Despite rising federal deficits, Congress is set to pass another budget‐busting spending bill. This time it is a $19 billion package of disaster‐related subsidies.
The Washington Post reports “taxpayer spending on U.S. disaster fund explodes.” It documents increases in disaster spending by the Federal Emergency Management Agency (FEMA). In a typical recent year, “spending on the federal disaster relief fund is almost 10 times higher than it was three decades ago, even after adjusting for inflation.”
The story identifies two causes of the spending increases: climate change and population growth in disaster‐prone areas. But it ignored perhaps the most important cause: increased federal intervention in the sorts of emergencies that used to be handled by the states, as I discuss here.
The Post is correct that more Americans are moving into disaster‐prone areas:
Many more Americans have moved into harm’s way, with growth exploding in the Gulf Coast region and along the Continental Divide, where tornadoes frequently occur, according to a study on the “expanding bull’s eye effect” by Stephen M. Strader of Villanova University and Walker S. Ashley of Northern Illinois University.
Since 1970, 35 million more people and their homes have moved to coastal shoreline “in the direct path of potentially devastating storm surges,” the researchers found, a 40 percent increase.
“We’ve put more stuff in the wrong place the wrong way,” said W. Craig Fugate, a former FEMA administrator under President Barack Obama. “We’ve got a lot more stuff — bigger houses, multiple cars, more people — in high‐hazard areas.”
More people are also living in fire‐prone areas of California.
The Post does not explore an important reason why Americans are moving into these areas: government subsidies. Federal subsidies for flood insurance, flood control structures, beach replenishment, and disaster rebuilding have encouraged development in coastal areas, as I discuss here. Meanwhile, state policies have contributed to building in California’s fire‐prone areas.
American governments are not alone in pursuing policies that increase disaster hazards. A World Bank / United Nations study identified such policies in numerous countries and discussed market‐based reforms to mitigate risks.
In the United States, federalism is supposed to undergird our system of handling disasters, particularly natural disasters. Under the 1988 Stafford Act, the federal government is supposed to get involved in disasters only if they are of “such severity and magnitude that effective response is beyond the capabilities of the state and the affected local governments.”

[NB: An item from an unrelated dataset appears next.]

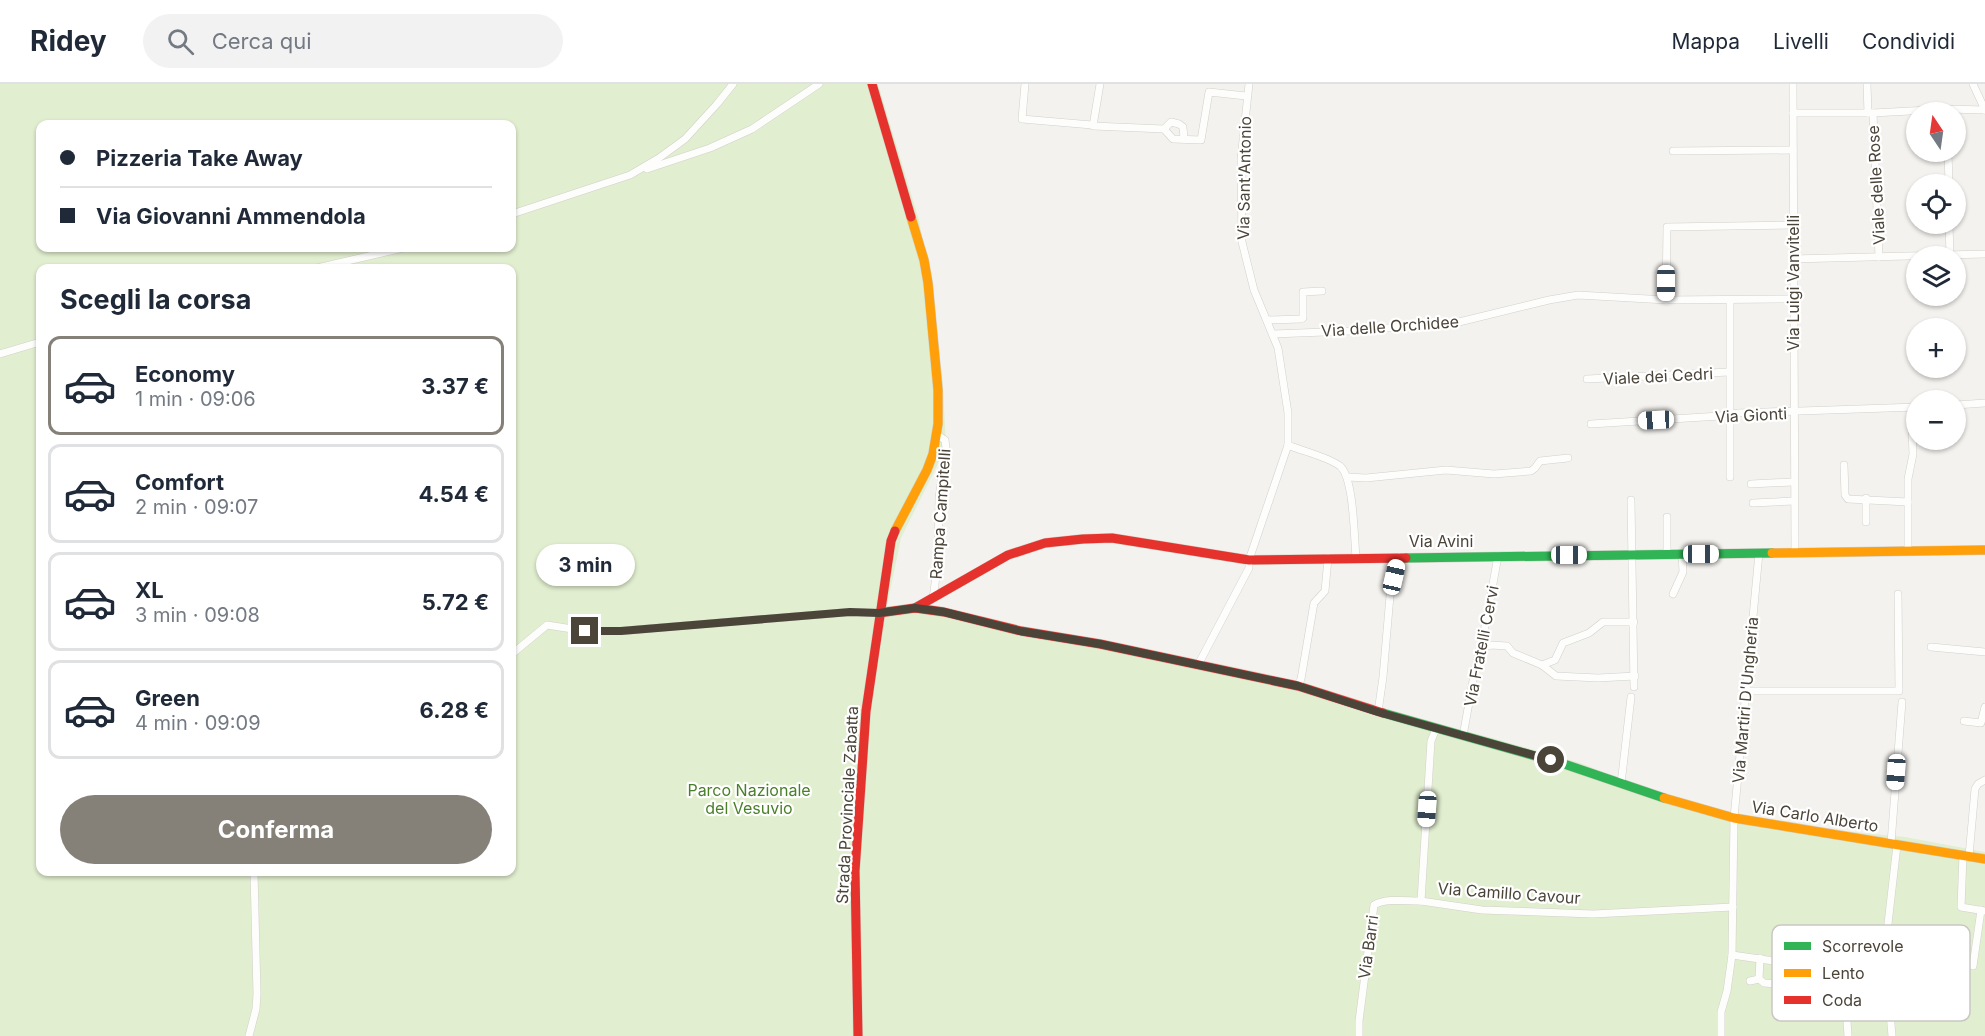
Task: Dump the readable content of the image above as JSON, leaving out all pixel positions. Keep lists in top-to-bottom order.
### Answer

However, presidents and congresses have increasingly ignored this limit. The number of presidential disaster declarations has soared and the costs of disaster bills have increased as politicians shoe‐horn subsidies unrelated to immediate emergency response into bills.
Growing federal intervention is undermining the role of the states and private institutions in handling disasters. This intervention stems from politics not practical benefits. State and local governments and the private sector are better positioned to handle most disaster response. Also, states, cities, and private utilities aid each other during disasters.
Rising FEMA spending is not a good metric for measuring the severity of natural disasters striking the United States. Rather, it reflects growing populations living in risky areas and growing disregard for federalism in disaster‐related response and rebuilding.